Similarly, isn’t Laura Linney tired of playing “the wife”? Of course, she’s just fine. But why must this role feature such a familiar face? How about bringing in an accomplished actress who isn’t quite so familiar to moviegoers, like Felicity Huffman, who would have been just as strong here, and who looks a lot more like the real person?

But the possible casting alternatives isn’t a game worth playing: I wanted to see a character I believed to be Sully, not casting that is, in itself, an attention-grabbing gesture of tribute to the hero.

A word about heroes and villains:

I’m glad that Eastwood allows a redemption of sorts for the one character who has “VILLAIN” tattooed on his forehead. But really, did the film need such a glowering bad guy on the jury of the FAA hearings? Moviegoers in the theater around me started snarling at him as soon as he appeared, before he could even give voice to his arguments, merely because he was so clearly positioned to oppose Tom Hanks Our Hero.

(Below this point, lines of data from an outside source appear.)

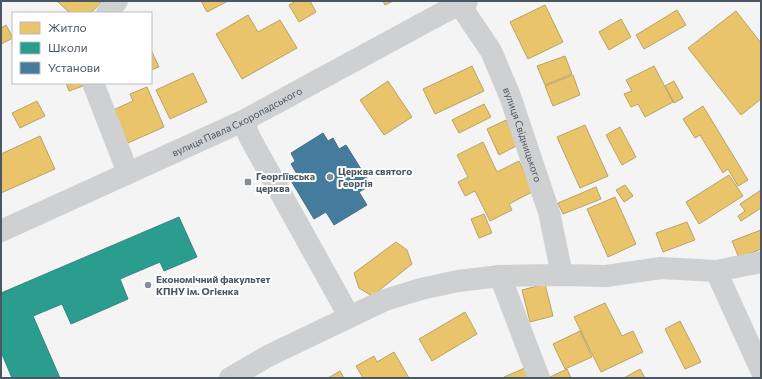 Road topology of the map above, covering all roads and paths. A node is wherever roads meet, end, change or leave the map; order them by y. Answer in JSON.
{"nodes":[{"id":1,"x":117,"y":1,"type":"edge"},
{"id":2,"x":452,"y":5,"type":"edge"},
{"id":3,"x":108,"y":12,"type":"edge"},
{"id":4,"x":92,"y":84,"type":"edge"},
{"id":5,"x":243,"y":121,"type":"junction"},
{"id":6,"x":128,"y":173,"type":"junction"},
{"id":7,"x":1,"y":231,"type":"edge"},
{"id":8,"x":761,"y":262,"type":"edge"},
{"id":9,"x":716,"y":271,"type":"junction"},
{"id":10,"x":562,"y":275,"type":"junction"},
{"id":11,"x":500,"y":276,"type":"junction"},
{"id":12,"x":349,"y":316,"type":"junction"},
{"id":13,"x":761,"y":370,"type":"edge"},
{"id":14,"x":230,"y":378,"type":"edge"},
{"id":15,"x":539,"y":378,"type":"edge"}],
"edges":[{"from":1,"to":3,"type":"street"},
{"from":2,"to":5,"type":"street","name":"вулиця Павла Скоропадського"},
{"from":2,"to":10,"type":"street","name":"вулиця Свідницького"},
{"from":4,"to":6,"type":"street"},
{"from":5,"to":6,"type":"street","name":"вулиця Павла Скоропадського"},
{"from":5,"to":12,"type":"street"},
{"from":6,"to":7,"type":"street","name":"вулиця Павла Скоропадського"},
{"from":8,"to":9,"type":"street"},
{"from":9,"to":10,"type":"street"},
{"from":9,"to":13,"type":"street"},
{"from":10,"to":11,"type":"street"},
{"from":11,"to":12,"type":"street"},
{"from":11,"to":15,"type":"street"},
{"from":12,"to":14,"type":"street"}]} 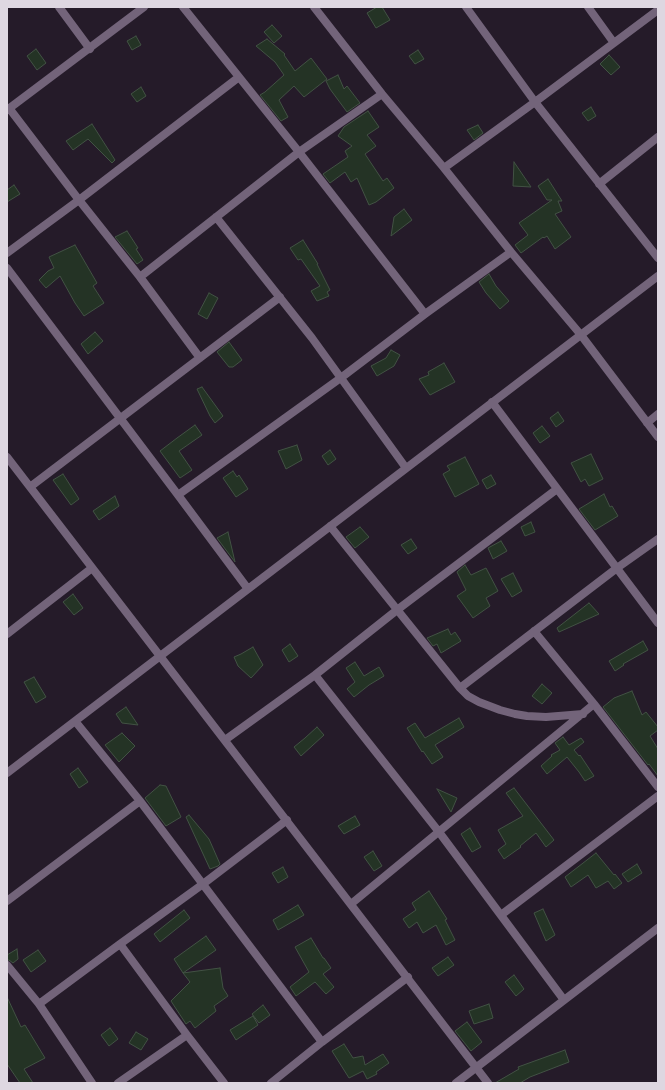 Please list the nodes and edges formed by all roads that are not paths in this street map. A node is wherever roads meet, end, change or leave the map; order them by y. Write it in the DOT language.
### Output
graph roads {
  1 [pos="59,7"];
  2 [pos="144,7"];
  3 [pos="183,7"];
  4 [pos="466,7"];
  5 [pos="588,7"];
  6 [pos="316,8"];
  7 [pos="658,10"];
  8 [pos="614,43"];
  9 [pos="90,48"];
  10 [pos="239,77"];
  11 [pos="382,94"];
  12 [pos="535,102"];
  13 [pos="8,109"];
  14 [pos="658,137"];
  15 [pos="298,152"];
  16 [pos="444,168"];
  17 [pos="599,184"];
  18 [pos="79,200"];
  19 [pos="216,217"];
  20 [pos="511,252"];
  21 [pos="7,253"];
  22 [pos="658,258"];
  23 [pos="7,268"];
  24 [pos="658,276"];
  25 [pos="140,277"];
  26 [pos="280,297"];
  27 [pos="425,314"];
  28 [pos="581,335"];
  29 [pos="200,358"];
  30 [pos="342,377"];
  31 [pos="492,402"];
  32 [pos="658,414"];
  33 [pos="120,419"];
  34 [pos="647,422"];
  35 [pos="658,437"];
  36 [pos="7,457"];
  37 [pos="406,468"];
  38 [pos="30,487"];
  39 [pos="557,489"];
  40 [pos="178,495"];
  41 [pos="330,526"];
  42 [pos="658,539"];
  43 [pos="92,568"];
  44 [pos="617,568"];
  45 [pos="248,589"];
  46 [pos="397,610"];
  47 [pos="658,623"];
  48 [pos="534,631"];
  49 [pos="7,634"];
  50 [pos="160,656"];
  51 [pos="315,675"];
  52 [pos="460,688"];
  53 [pos="594,704"];
  54 [pos="583,714"];
  55 [pos="75,721"];
  56 [pos="225,740"];
  57 [pos="7,773"];
  58 [pos="658,788"];
  59 [pos="658,796"];
  60 [pos="140,801"];
  61 [pos="287,820"];
  62 [pos="439,832"];
  63 [pos="203,884"];
  64 [pos="7,901"];
  65 [pos="351,904"];
  66 [pos="501,915"];
  67 [pos="658,928"];
  68 [pos="120,944"];
  69 [pos="7,965"];
  70 [pos="408,977"];
  71 [pos="564,1000"];
  72 [pos="39,1004"];
  73 [pos="187,1035"];
  74 [pos="322,1042"];
  75 [pos="476,1068"];
  76 [pos="92,1083"];
  77 [pos="118,1083"];
  78 [pos="224,1083"];
  79 [pos="270,1083"];
  80 [pos="456,1083"];
  81 [pos="488,1083"];
  1 -- 9 [label="street"];
  2 -- 9 [label="street"];
  3 -- 10 [label="street"];
  4 -- 12 [label="street"];
  5 -- 8 [label="street"];
  6 -- 11 [label="street"];
  7 -- 8 [label="street"];
  8 -- 12 [label="street"];
  9 -- 13 [label="street"];
  10 -- 15 [label="street"];
  10 -- 18 [label="street"];
  11 -- 15 [label="street"];
  11 -- 16 [label="street"];
  12 -- 16 [label="street"];
  12 -- 17 [label="street"];
  13 -- 18 [label="street"];
  14 -- 17 [label="street"];
  15 -- 19 [label="street"];
  15 -- 27 [label="street"];
  16 -- 20 [label="street"];
  17 -- 22 [label="street"];
  18 -- 21 [label="street"];
  18 -- 25 [label="street"];
  19 -- 25 [label="street"];
  19 -- 26 [label="street"];
  20 -- 27 [label="street"];
  20 -- 28 [label="street"];
  23 -- 33 [label="street"];
  24 -- 28 [label="street"];
  25 -- 29 [label="street"];
  26 -- 29 [label="street"];
  26 -- 30 [label="street"];
  27 -- 30 [label="street"];
  28 -- 31 [label="street"];
  28 -- 34 [label="street"];
  29 -- 33 [label="street"];
  30 -- 37 [label="street"];
  30 -- 40 [label="street"];
  31 -- 37 [label="street"];
  31 -- 39 [label="street"];
  32 -- 34 [label="street"];
  33 -- 38 [label="street"];
  33 -- 40 [label="street"];
  34 -- 35 [label="street"];
  36 -- 38 [label="street"];
  37 -- 41 [label="street"];
  38 -- 43 [label="street"];
  39 -- 44 [label="street"];
  39 -- 46 [label="street"];
  40 -- 45 [label="street"];
  41 -- 45 [label="street"];
  41 -- 46 [label="street"];
  42 -- 44 [label="street"];
  43 -- 49 [label="street"];
  43 -- 50 [label="street"];
  44 -- 47 [label="street"];
  44 -- 48 [label="street"];
  45 -- 50 [label="street"];
  46 -- 51 [label="street"];
  46 -- 52 [label="street"];
  48 -- 52 [label="street"];
  48 -- 53 [label="street"];
  50 -- 55 [label="street"];
  50 -- 56 [label="street"];
  51 -- 56 [label="street"];
  51 -- 62 [label="street"];
  52 -- 54 [label="street"];
  53 -- 54 [label="street"];
  53 -- 58 [label="street"];
  54 -- 62 [label="street"];
  55 -- 57 [label="street"];
  55 -- 60 [label="street"];
  56 -- 61 [label="street"];
  59 -- 66 [label="street"];
  60 -- 63 [label="street"];
  60 -- 64 [label="street"];
  61 -- 63 [label="street"];
  61 -- 65 [label="street"];
  62 -- 65 [label="street"];
  62 -- 66 [label="street"];
  63 -- 68 [label="street"];
  63 -- 74 [label="street"];
  65 -- 70 [label="street"];
  66 -- 71 [label="street"];
  67 -- 71 [label="street"];
  68 -- 72 [label="street"];
  68 -- 73 [label="street"];
  69 -- 72 [label="street"];
  70 -- 74 [label="street"];
  70 -- 75 [label="street"];
  71 -- 75 [label="street"];
  72 -- 76 [label="street"];
  73 -- 77 [label="street"];
  73 -- 78 [label="street"];
  74 -- 79 [label="street"];
  75 -- 80 [label="street"];
  75 -- 81 [label="street"];
}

I admire the film for how it celebrates the value of what artists have come to call “the 10,000 hours” of experience necessary to achieve greatness. Captain Sullenberger’s 40 years of experience as a pilot — the film gives us glimpses of his experience in training flights and in navigating a dangerous situation during his military service — prepared him to keep his cool and make wise decisions when 155 lives (more if you consider the New Yorkers on the ground) were at stake.

I cannot emphasize enough how important it is that we have films like Sully to highlight the irreplaceable value of “the human element.” This is a quietly powerful story about the importance of mastering, rather than surrendering to, machines.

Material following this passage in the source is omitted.